If a line in the data holds the string "highway", list it.

□ □ □ □ □

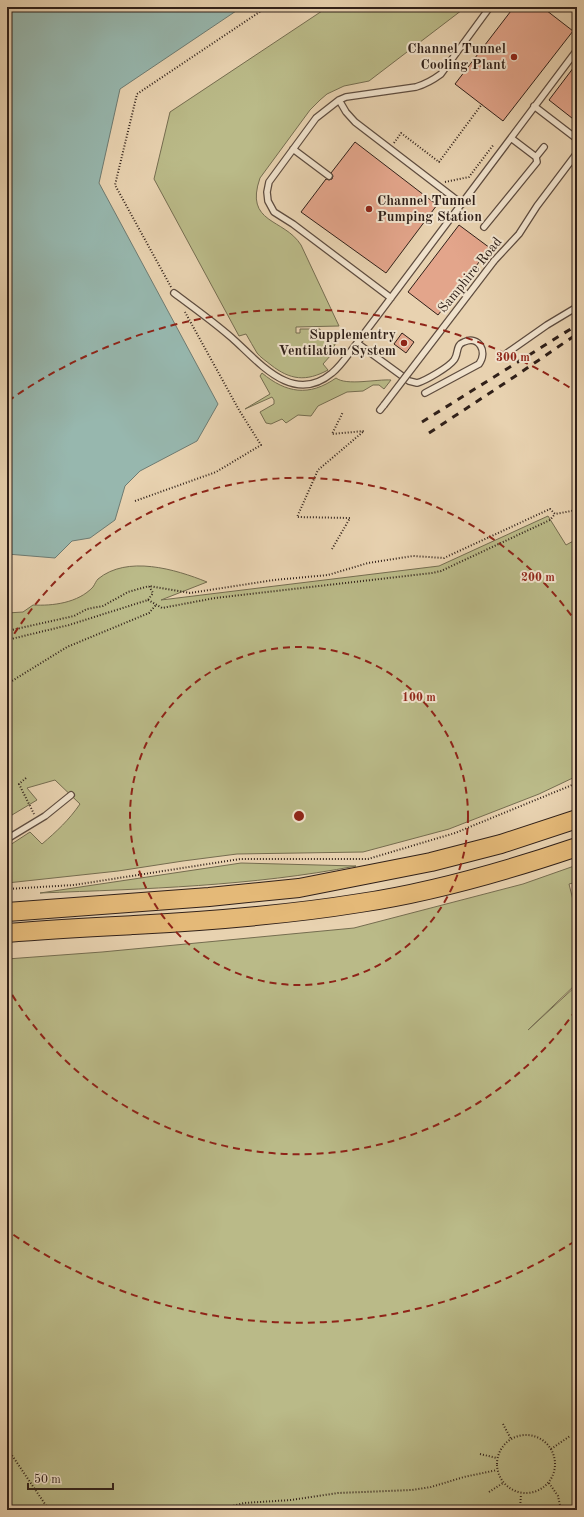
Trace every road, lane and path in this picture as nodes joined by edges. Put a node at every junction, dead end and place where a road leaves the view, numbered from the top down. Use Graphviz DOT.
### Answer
graph roads {
  1 [pos="267,7"];
  2 [pos="490,7"];
  3 [pos="553,7"];
  4 [pos="549,12"];
  5 [pos="577,50"];
  6 [pos="339,100"];
  7 [pos="482,104"];
  8 [pos="534,106"];
  9 [pos="511,138"];
  10 [pos="577,139"];
  11 [pos="497,140"];
  12 [pos="390,148"];
  13 [pos="544,148"];
  14 [pos="293,149"];
  15 [pos="577,153"];
  16 [pos="536,157"];
  17 [pos="329,176"];
  18 [pos="442,189"];
  19 [pos="433,202"];
  20 [pos="462,204"];
  21 [pos="484,227"];
  22 [pos="174,293"];
  23 [pos="391,298"];
  24 [pos="577,307"];
  25 [pos="358,343"];
  26 [pos="507,353"];
  27 [pos="425,393"];
  28 [pos="380,410"];
  29 [pos="343,412"];
  30 [pos="135,501"];
  31 [pos="577,510"];
  32 [pos="555,514"];
  33 [pos="332,548"];
  34 [pos="149,586"];
  35 [pos="148,600"];
  36 [pos="156,605"];
  37 [pos="7,630"];
  38 [pos="7,640"];
  39 [pos="7,684"];
  40 [pos="26,778"];
  41 [pos="577,783"];
  42 [pos="71,795"];
  43 [pos="35,815"];
  44 [pos="577,819"];
  45 [pos="7,838"];
  46 [pos="577,847"];
  47 [pos="7,889"];
  48 [pos="7,902"];
  49 [pos="121,904"];
  50 [pos="7,912"];
  51 [pos="7,933"];
  52 [pos="503,1424"];
  53 [pos="570,1436"];
  54 [pos="511,1439"];
  55 [pos="7,1448"];
  56 [pos="551,1449"];
  57 [pos="480,1454"];
  58 [pos="497,1458"];
  59 [pos="496,1470"];
  60 [pos="503,1483"];
  61 [pos="548,1483"];
  62 [pos="490,1492"];
  63 [pos="521,1494"];
  64 [pos="520,1509"];
  65 [pos="49,1510"];
  66 [pos="216,1510"];
  67 [pos="561,1510"];
  1 -- 22 [label="path"];
  2 -- 6 [label="lane"];
  3 -- 4 [label="path"];
  5 -- 8 [label="lane"];
  6 -- 12 [label="lane"];
  6 -- 14 [label="lane"];
  7 -- 12 [label="path"];
  8 -- 9 [label="lane"];
  8 -- 10 [label="lane"];
  9 -- 16 [label="lane"];
  9 -- 20 [label="lane"];
  11 -- 18 [label="path"];
  12 -- 18 [label="lane"];
  13 -- 16 [label="lane"];
  14 -- 17 [label="lane"];
  14 -- 23 [label="lane"];
  15 -- 28 [label="lane, Samphire Road, bridge"];
  16 -- 21 [label="lane"];
  18 -- 19 [label="path"];
  18 -- 20 [label="lane"];
  20 -- 23 [label="lane"];
  22 -- 25 [label="lane"];
  22 -- 30 [label="path"];
  23 -- 25 [label="lane"];
  24 -- 26 [label="lane"];
  25 -- 27 [label="lane"];
  29 -- 33 [label="path"];
  31 -- 32 [label="path"];
  32 -- 34 [label="path"];
  32 -- 36 [label="path"];
  34 -- 35 [label="path"];
  34 -- 37 [label="path"];
  35 -- 36 [label="path"];
  35 -- 38 [label="path"];
  36 -- 39 [label="path"];
  40 -- 43 [label="path"];
  41 -- 47 [label="path"];
  42 -- 45 [label="lane"];
  44 -- 49 [label="highway"];
  46 -- 51 [label="highway"];
  48 -- 49 [label="highway"];
  49 -- 50 [label="highway"];
  52 -- 54 [label="path"];
  53 -- 56 [label="path"];
  54 -- 56 [label="path"];
  54 -- 58 [label="path"];
  55 -- 65 [label="path"];
  56 -- 61 [label="path"];
  57 -- 58 [label="path"];
  58 -- 59 [label="path"];
  59 -- 60 [label="path"];
  59 -- 66 [label="path"];
  60 -- 62 [label="path"];
  60 -- 63 [label="path"];
  61 -- 63 [label="path"];
  61 -- 67 [label="path"];
  63 -- 64 [label="path"];
}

□ □ □ □ □

(Your solution)
  44 -- 49 [label="highway"];
  46 -- 51 [label="highway"];
  48 -- 49 [label="highway"];
  49 -- 50 [label="highway"];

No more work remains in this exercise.